En cierto modo hubo de agradecer que su abuela tuviera una fe absoluta en los dioses de Kemet. Su devoción por Thot lo salvó de una muerte cierta, ya que ahora Sejemjet no tenía duda de que, de alguna forma, la noble Ipu lo había dejado en manos del dios de la sabiduría, aunque éste hubiera tardado cuarenta años en manifestarse. Luego fue Sejemjet el que pensó que quizá fuera culpa suya, pues su corazón no podía ver otra cosa que no fueran los senderos que conducían a la guerra. Él se abandonó a la ira de los dioses que los gobernaban, hasta que su cólera terminó por apoderarse de él.

Después sus pensamientos fueron para Heka. Su recuerdo continuaba vivo en él, pues en muchas noches de soledad había hablado con ella, aunque ésta no le pudiera contestar. Pero él estaba convencido de que allá donde se encontrara lo estaría escuchando, y que tal y como le había asegurado una vez, velaría por él. Ella había resultado ser muy sabia, y a su memoria vinieron las palabras que un día le dijera siendo todavía casi un niño: «Tu poder no está sólo en el señor del desierto, pues hay alguien más que vela por ti, aunque tú no lo creas.»

Sejemjet se sonrió, ya que los augurios de Heka se habían cumplido al cabo de los años. Ahora la vida le ofrecía una segunda oportunidad, y él debía aprovecharla.

Sejemjet siguió el camino que atravesaba los campos. Abrigados por las hojas de palmera, éstos eran frondosos y frescos, y rebosaban fragancias que nunca se cansaría de oler. Juntas formaban un perfume único, que en ninguna otra parte podría encontrar, y al aspirarlo sus ojos se entrecerraban, y sus pulmones se atiborraban de él para así disfrutar de lo que parecía un sueño. El sendero que llevaba a la casa bien pudiera haber sido sacado de uno. La vida se desbordaba a su alrededor, y se respiraba una paz como nunca había sentido en su vida. Las tierras de Madu eran hermosas, y en ellas el tiempo parecía haberse detenido hacía mil años, pues sus gentes transmitían la misma quietud que sus antepasados. Al fondo divisó la vieja casa que ya conocía, y un poco más allá vio un pequeño grupo que ataba unas gavillas de cebada. Hablaban animadamente, y enseguida descubrió una figura que destacaba entre las demás. Era una mujer que parecía impartir algunas órdenes, y al verla, Sejemjet sintió que su corazón le hablaba cada vez más deprisa, como si se atropellara por todo lo que tenía que decirle. Él se aproximó con cuidado de no ser visto para observar un poco mejor, y se ocultó tras unos arbustos. Desde allí podía escuchar su conversación, y al llegarle la voz de ella notó que se le hacía un nudo en la garganta; era Isis.
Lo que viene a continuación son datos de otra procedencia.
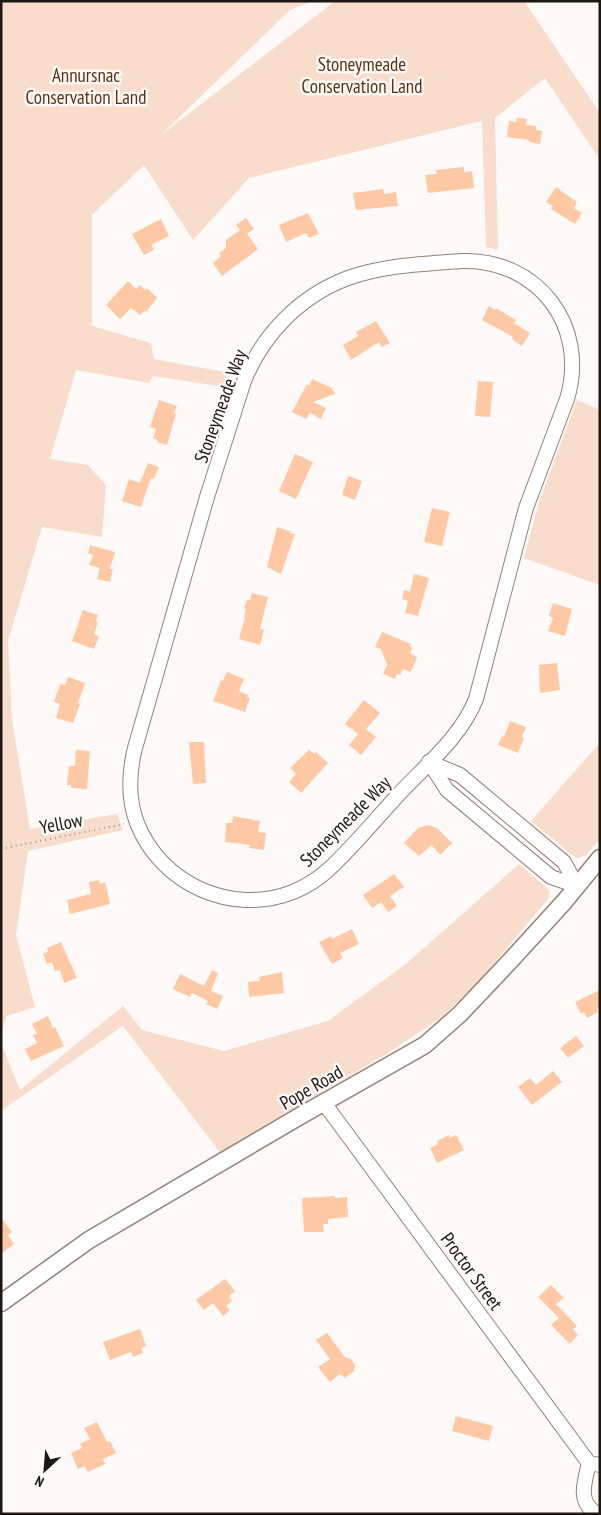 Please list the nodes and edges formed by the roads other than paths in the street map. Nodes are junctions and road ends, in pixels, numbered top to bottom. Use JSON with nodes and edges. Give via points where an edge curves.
{"nodes":[{"id":1,"x":429,"y":762,"type":"junction"},
{"id":2,"x":600,"y":858,"type":"edge"},
{"id":3,"x":577,"y":886,"type":"junction"},
{"id":4,"x":324,"y":1103,"type":"junction"},
{"id":5,"x":1,"y":1303,"type":"edge"},
{"id":6,"x":595,"y":1464,"type":"edge"},
{"id":7,"x":598,"y":1514,"type":"edge"}],
"edges":[{"from":1,"to":1,"type":"street","name":"Stoneymeade Way","via":[[465,723],[476,699],[526,508],[573,375],[568,334],[549,298],[517,272],[478,261],[410,266],[348,278],[304,302],[259,350],[244,381],[210,488],[136,743],[130,774],[132,801],[137,822],[148,844],[180,878],[215,895],[242,900],[268,899],[306,886],[327,871]]},
{"from":1,"to":3,"type":"street","via":[[447,790],[551,877]]},
{"from":1,"to":3,"type":"street","via":[[460,775],[564,862]]},
{"from":2,"to":3,"type":"street","name":"Pope Road"},
{"from":3,"to":4,"type":"street","name":"Pope Road","via":[[468,1006],[426,1045]]},
{"from":4,"to":5,"type":"street","name":"Pope Road","via":[[89,1240]]},
{"from":4,"to":6,"type":"street","name":"Proctor Street"},
{"from":6,"to":7,"type":"street","name":"Proctor Street","via":[[583,1493],[590,1508]]}]} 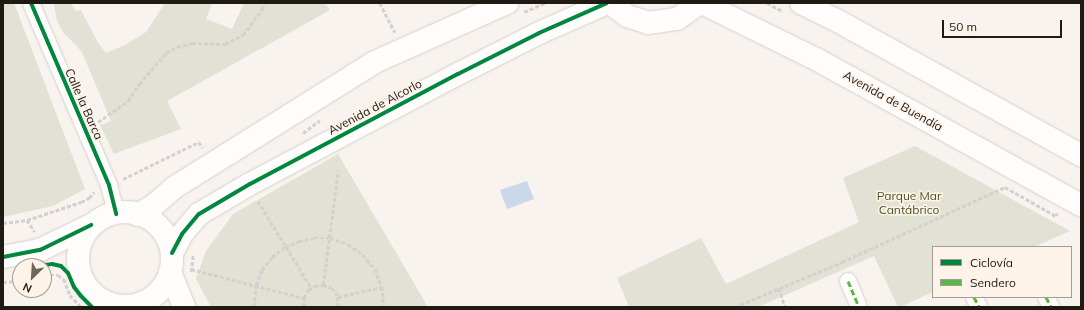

Desde allí, a Sejemjet le pareció que estaba más hermosa que antes. Los años le habían dado una mayor rotundidez a sus formas y él pensó que se había convertido en toda una mujer. Sin embargo, seguía conservando los ademanes que le eran naturales, y el acento suave que un día llegó a cautivarlo. Isis debía de tener treinta y dos años, pero se la veía jovial y risueña, como si continuara siendo una niña. Ella estaba allí, esperando a que quizás algún día él apareciera, y entonces Sejemjet sintió una especie de congoja que le atenazó el corazón. Sin poder soportarlo más, salió de nuevo al sendero y se dirigió hacia ella.

* * *

Isis estaba arrodillada, ayudando a que las gavillas quedaran bien dispuestas. Aquel año Min, el dios de la fertilidad de la tierra, había sido particularmente generoso, y les había regalado una excelente cosecha. Ella daba las últimas instrucciones a los trabajadores cuando vio que éstos se detenían en su faena para mirar hacia donde ella se encontraba, por encima de su hombro. Isis se volvió presta y vio una figura plantada en el borde del camino. Permanecía inmóvil, y la luz que Ra-Atum, el sol de la tarde, le prodigaba le hacía parecer un dios que se unía al astro rey a través de sus rayos. Su cuerpo bien pudiera haber sido tallado en la piedra y a Isis se le asemejó a una de aquellas estatuas colosales que los dioses erigían para embellecer los templos. A ella le dio un vuelco el corazón, y sus labios temblaron para apenas musitar su nombre:

—Sejemjet —dijo en voz queda, como si en realidad se tratara de una aparición. Una fantasía surgida de su propia esperanza, de los anhelos alimentados durante casi doce años.

Toda una vorágine de sentimientos se presentó en tropel a las puertas de su corazón, atropellándose para hacerse un sitio en él. Estaba allí; había vuelto de su infernal mundo de sombras por el que había desaparecido un día. Regresaba tal y como ella siempre había soñado que lo haría, confundido con la luz que Ra porfiaba en regalarle. El rey de los dioses lo volvía a señalar ante sus ojos, como la primera vez que lo vio junto a los muelles, y ella sintió que las lágrimas se desbordaban incontenibles, como la crecida que ya se avecinaba.

Isis se levantó presta y corrió hacia aquella suerte de sueño que al fin se hacía realidad. Entonces vio cómo él se le aproximaba con paso firme y abría sus poderosos brazos para recibirla mientras le sonreía. Ella se abrazó a su cuello repitiendo su nombre, incrédula aún de que estuviera viviendo una realidad. Él la estrechó con fuerza y sintió que su corazón se inflamaba de amor por ella. Un sentimiento como nunca había experimentado. Sejemjet podía sentir a través de aquel abrazo todo lo que aquella mujer significaba. Ahora captaba con claridad lo que Isis le transmitía, y también que la conquista de su amor era más valiosa que todas las ciudades de Retenu por las que había combatido. Ella era el amor de su vida.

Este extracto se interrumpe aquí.